Even top educators are walking away
The “school district for wayward schools”, Michigan’s Education Achievement Authority, has been under increasing scrutiny over the past year. Questions have been raised about the veracity of their testing and test scores. State legislators on the Education Committee have raised red flags only to be told they have to file Freedom of Information Act requests to get the information they need to make a realistic assessment of the EAA’s performance. Here’s Rep. Ellen Cogen-Lipton from my interview with her earlier this year, talking about the Republican effort to expand the EAA:
As the minority vice-chair, I asked a series of questions like, “Okay, if the EAA, at least in these 15 schools, is doing what you say they are doing, could you please show us the evidence? Because it doesn’t seem to be jiving with what we’re hearing.” … They’re saying students are getting X amount of growth. Well, what we’re hearing from psychometricians from Wayne State University who have actually reviewed the test data, they’re telling us that that’s not possible because the same cohort of students that took the test in February were not those that took the test in October. There were too many structural deficiencies in the testing that made the data completely unusable. So why are you coming here telling us that this.
The message was, at least from my standpoint, that if you have discovered the “magic bullet” and you have found out how to build the better mousetrap, then you should at least be able to articulate what it is you have done.
That isn’t the case and the Democrats on the committee became very frustrated because the response from Dr. Covington was, “Just trust me. I’m telling you that this is what we’re going to do and this is the solution. And, not only do you have to trust me, but you now have to embed it in state statute.”
Not only have EAA administrators been evasive and failed to produce evidence to support their claims of success, they have been found to be leaving special needs students behind.

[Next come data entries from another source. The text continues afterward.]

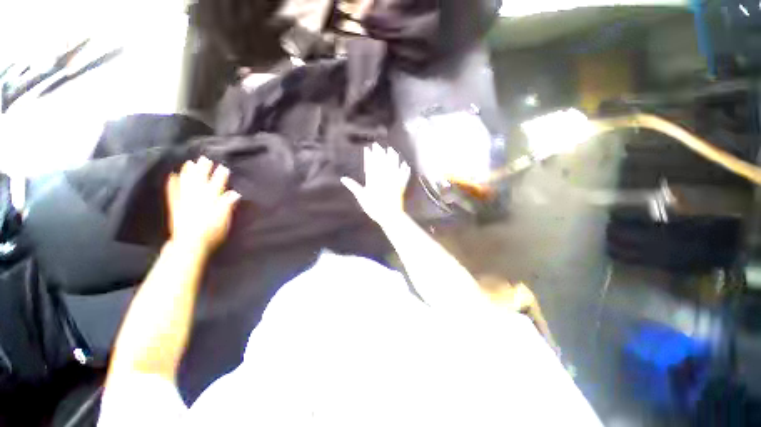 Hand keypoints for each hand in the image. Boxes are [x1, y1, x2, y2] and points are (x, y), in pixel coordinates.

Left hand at [166, 157, 240, 252]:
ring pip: (186, 183)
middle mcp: (196, 198)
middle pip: (201, 181)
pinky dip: (172, 184)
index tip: (223, 167)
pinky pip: (173, 193)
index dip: (220, 176)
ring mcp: (184, 201)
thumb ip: (228, 205)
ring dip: (188, 172)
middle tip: (205, 159)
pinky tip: (172, 176)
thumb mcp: (224, 220)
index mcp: (210, 201)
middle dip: (204, 170)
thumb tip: (235, 193)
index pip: (217, 185)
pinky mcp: (175, 207)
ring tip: (189, 163)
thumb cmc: (212, 233)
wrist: (189, 245)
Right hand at [341, 143, 410, 224]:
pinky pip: (403, 177)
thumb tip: (343, 179)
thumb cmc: (374, 208)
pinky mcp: (401, 187)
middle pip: (382, 163)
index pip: (371, 165)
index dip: (369, 156)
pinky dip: (404, 171)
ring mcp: (393, 181)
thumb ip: (354, 187)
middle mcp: (384, 178)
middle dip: (380, 153)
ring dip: (392, 158)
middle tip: (378, 145)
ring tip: (392, 150)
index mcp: (374, 180)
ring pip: (393, 167)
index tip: (368, 149)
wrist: (389, 216)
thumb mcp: (362, 197)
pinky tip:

All of this has led to a number of teachers groups to boycott student teachers from EMU’s education program. Why? Because EMU is has partnered with the EAA since 2011 and is, in fact, the only one of Michigan’s 15 public universities to do so.
Additionally, EMU faculty members have protested their employer’s involvement in the EAA:
Last September, Camron wrote a resolution that he presented to the EMU Board of Regents asking the university to end its agreement in the EAA—but the motion was tabled. A group of 20 EMU faculty members signed a letter sent to U.S. Secretary of Education Arne Duncan to the same effect.
“We haven’t been able to get the regents to budge,” Camron said. “The pedagogy of the EAA is not right.”
The College of Education faculty council is adamant that the university should not be a part of the EAA, Camron said. Camron is the chairman of the council.
Camron said he’s also planning to ask the campus-wide faculty senate to oppose the university’s involvement in the EAA.
“I know that (the boycott) is inconveniencing our students,” Camron said. “It’s an important lesson in democracy for our students— this what minority groups do in our political culture is to protest.”
Today we learn that the Dean of EMU’s College of Education, Jann Joseph, has resigned from her position on the board directors of the EAA, effective last Saturday. Her resignation letter was short and to the point:
I have resigned from the EAA Board of Directors, effective November 30, 2013.
Thank you for your continued support,
Dean, College of Education
She has given no reason for her resignation but faculty members’ outrage plus a planned protest during the EAA’s board meeting tomorrow, Tuesday, December 3rd may have played a role. The protest will be followed by a “Teach-In on the Education Achievement Authority” and starts at 7:45 a.m.
From the Facebook event page for the protest:
BE THERE and bring your friends! Stand in solidarity with EMU faculty as they picket in front of the offices of President Martin and the Board of Regents at Welch Hall on the campus of Eastern Michigan University. Hosted by Professors Steven Camron and Rebecca Martusewicz.
There are two half-hour informational pickets outside Welch Hall:
- 7:45 to 8:15 a.m. to coincide with the 8 AM start of the EAA Audit Committee meeting
- 8:45 to 9:15 a.m. to coincide with the 9 AM start of the EAA Executive Committee and Regular Board meeting
A Teach-In will follow from 10:00-12:30 at Halle Library Auditorium
Here is the schedule for the Teach-In:
Introduction and Welcome
Dr. Steve Camron, Special Education
Dr. Rebecca Martusewicz, Teacher Education
Panel 1: 10:10-11:00
Dr. Tom Pedroni, Wayne State University
Rep. Ellen Lipton, MI House of Representatives
Ms. Michelle Fecteau, MI State Board of Education
Ms. Elena Herrada, Detroit Public Schools Board of Ed.
Panel 2: 11:00-11:30
Ms. Brooke Harris, Former EAA Teacher
Mr. Christopher Turkaly, Former EAA Teacher
Mr. Delbert Glaze, Former EAA Teacher
Panel 3: 11:30-12:00
My thanks to Dr. Tom Pedroni for his contributions to this post.